(Information given)

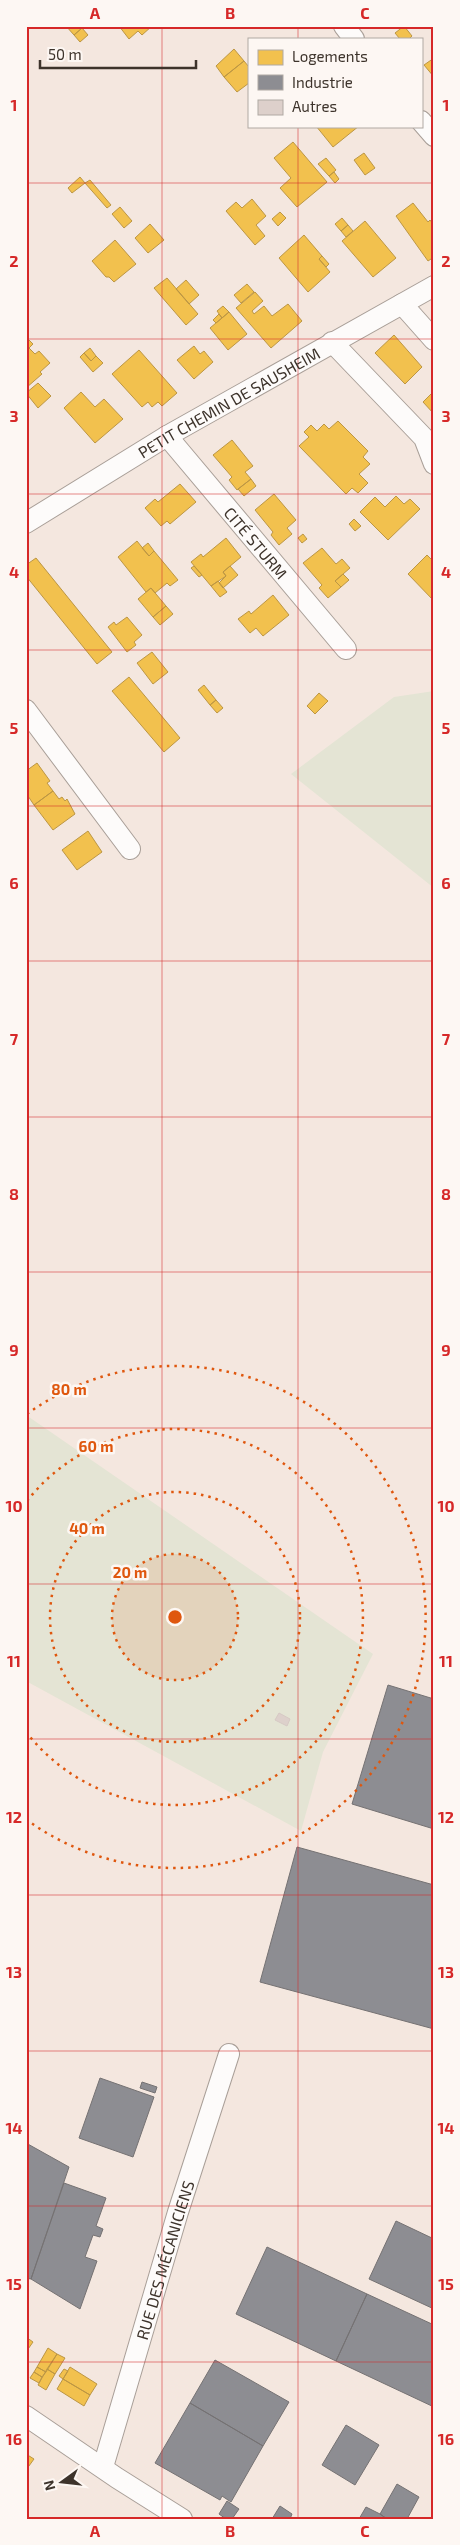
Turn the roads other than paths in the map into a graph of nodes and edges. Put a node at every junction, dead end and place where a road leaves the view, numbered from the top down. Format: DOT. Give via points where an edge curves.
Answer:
graph roads {
  1 [pos="344,26"];
  2 [pos="353,38"];
  3 [pos="422,122"];
  4 [pos="434,136"];
  5 [pos="434,286"];
  6 [pos="402,304"];
  7 [pos="434,340"];
  8 [pos="332,342"];
  9 [pos="167,436"];
  10 [pos="434,464"];
  11 [pos="26,524"];
  12 [pos="346,649"];
  13 [pos="26,710"];
  14 [pos="130,849"];
  15 [pos="228,2054"];
  16 [pos="26,2416"];
  17 [pos="103,2467"];
  18 [pos="182,2519"];
  1 -- 2 [label="street"];
  3 -- 4 [label="street"];
  5 -- 6 [label="street, PETIT CHEMIN DE SAUSHEIM"];
  6 -- 7 [label="street"];
  6 -- 8 [label="street, PETIT CHEMIN DE SAUSHEIM"];
  8 -- 9 [label="street, PETIT CHEMIN DE SAUSHEIM"];
  8 -- 10 [label="street" via="424,438"];
  9 -- 11 [label="street, PETIT CHEMIN DE SAUSHEIM"];
  9 -- 12 [label="street, CITÉ STURM"];
  13 -- 14 [label="street"];
  15 -- 17 [label="street, RUE DES MÉCANICIENS"];
  16 -- 17 [label="street"];
  17 -- 18 [label="street"];
}
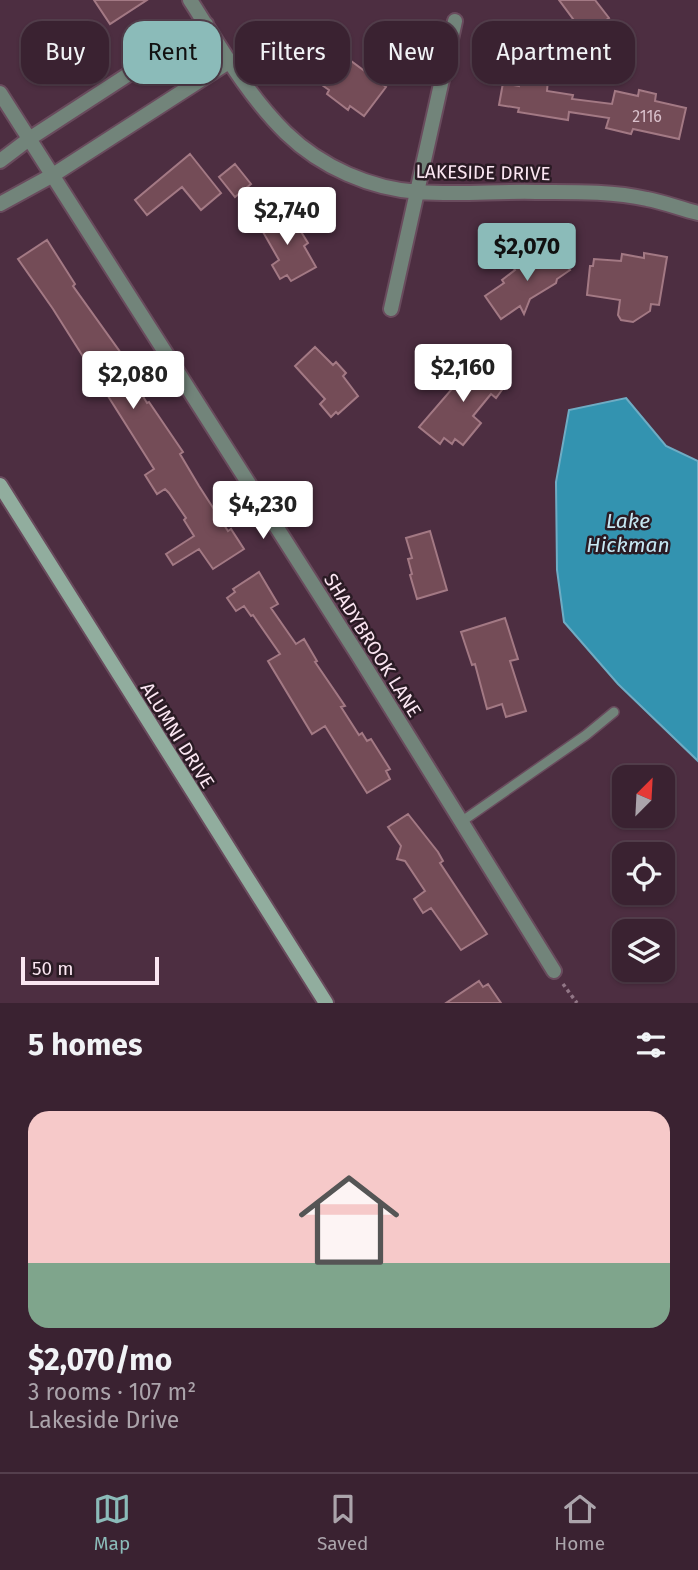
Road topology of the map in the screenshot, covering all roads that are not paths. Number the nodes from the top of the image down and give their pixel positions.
1 (190, 0) edge
2 (204, 21) edge
3 (221, 47) edge
4 (230, 61) junction
5 (123, 78) edge
6 (442, 84) edge
7 (0, 93) edge
8 (29, 139) junction
9 (0, 161) edge
10 (53, 175) junction
11 (419, 192) junction
12 (0, 204) edge
13 (698, 214) edge
14 (391, 309) dead end
15 (0, 485) edge
16 (614, 712) dead end
17 (461, 822) junction
18 (554, 971) road end
19 (326, 1003) edge

1 - 2 street, LAKESIDE DRIVE
3 - 4 street, LAKESIDE DRIVE
4 - 10 street
4 - 11 street, LAKESIDE DRIVE
5 - 8 street
6 - 11 street
7 - 8 street, SHADYBROOK LANE
8 - 9 street
8 - 10 street, SHADYBROOK LANE
10 - 12 street
10 - 17 street, SHADYBROOK LANE
11 - 13 street, LAKESIDE DRIVE
11 - 14 street
15 - 19 main road, ALUMNI DRIVE
16 - 17 lane
17 - 18 street, SHADYBROOK LANE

(How to complete this task)
Using the records above, output exactly the lines from the one containing "Road topology of" through the last line, and no others.

(Result below)
Road topology of the map in the screenshot, covering all roads that are not paths. Number the nodes from the top of the image down and give their pixel positions.
1 (190, 0) edge
2 (204, 21) edge
3 (221, 47) edge
4 (230, 61) junction
5 (123, 78) edge
6 (442, 84) edge
7 (0, 93) edge
8 (29, 139) junction
9 (0, 161) edge
10 (53, 175) junction
11 (419, 192) junction
12 (0, 204) edge
13 (698, 214) edge
14 (391, 309) dead end
15 (0, 485) edge
16 (614, 712) dead end
17 (461, 822) junction
18 (554, 971) road end
19 (326, 1003) edge

1 - 2 street, LAKESIDE DRIVE
3 - 4 street, LAKESIDE DRIVE
4 - 10 street
4 - 11 street, LAKESIDE DRIVE
5 - 8 street
6 - 11 street
7 - 8 street, SHADYBROOK LANE
8 - 9 street
8 - 10 street, SHADYBROOK LANE
10 - 12 street
10 - 17 street, SHADYBROOK LANE
11 - 13 street, LAKESIDE DRIVE
11 - 14 street
15 - 19 main road, ALUMNI DRIVE
16 - 17 lane
17 - 18 street, SHADYBROOK LANE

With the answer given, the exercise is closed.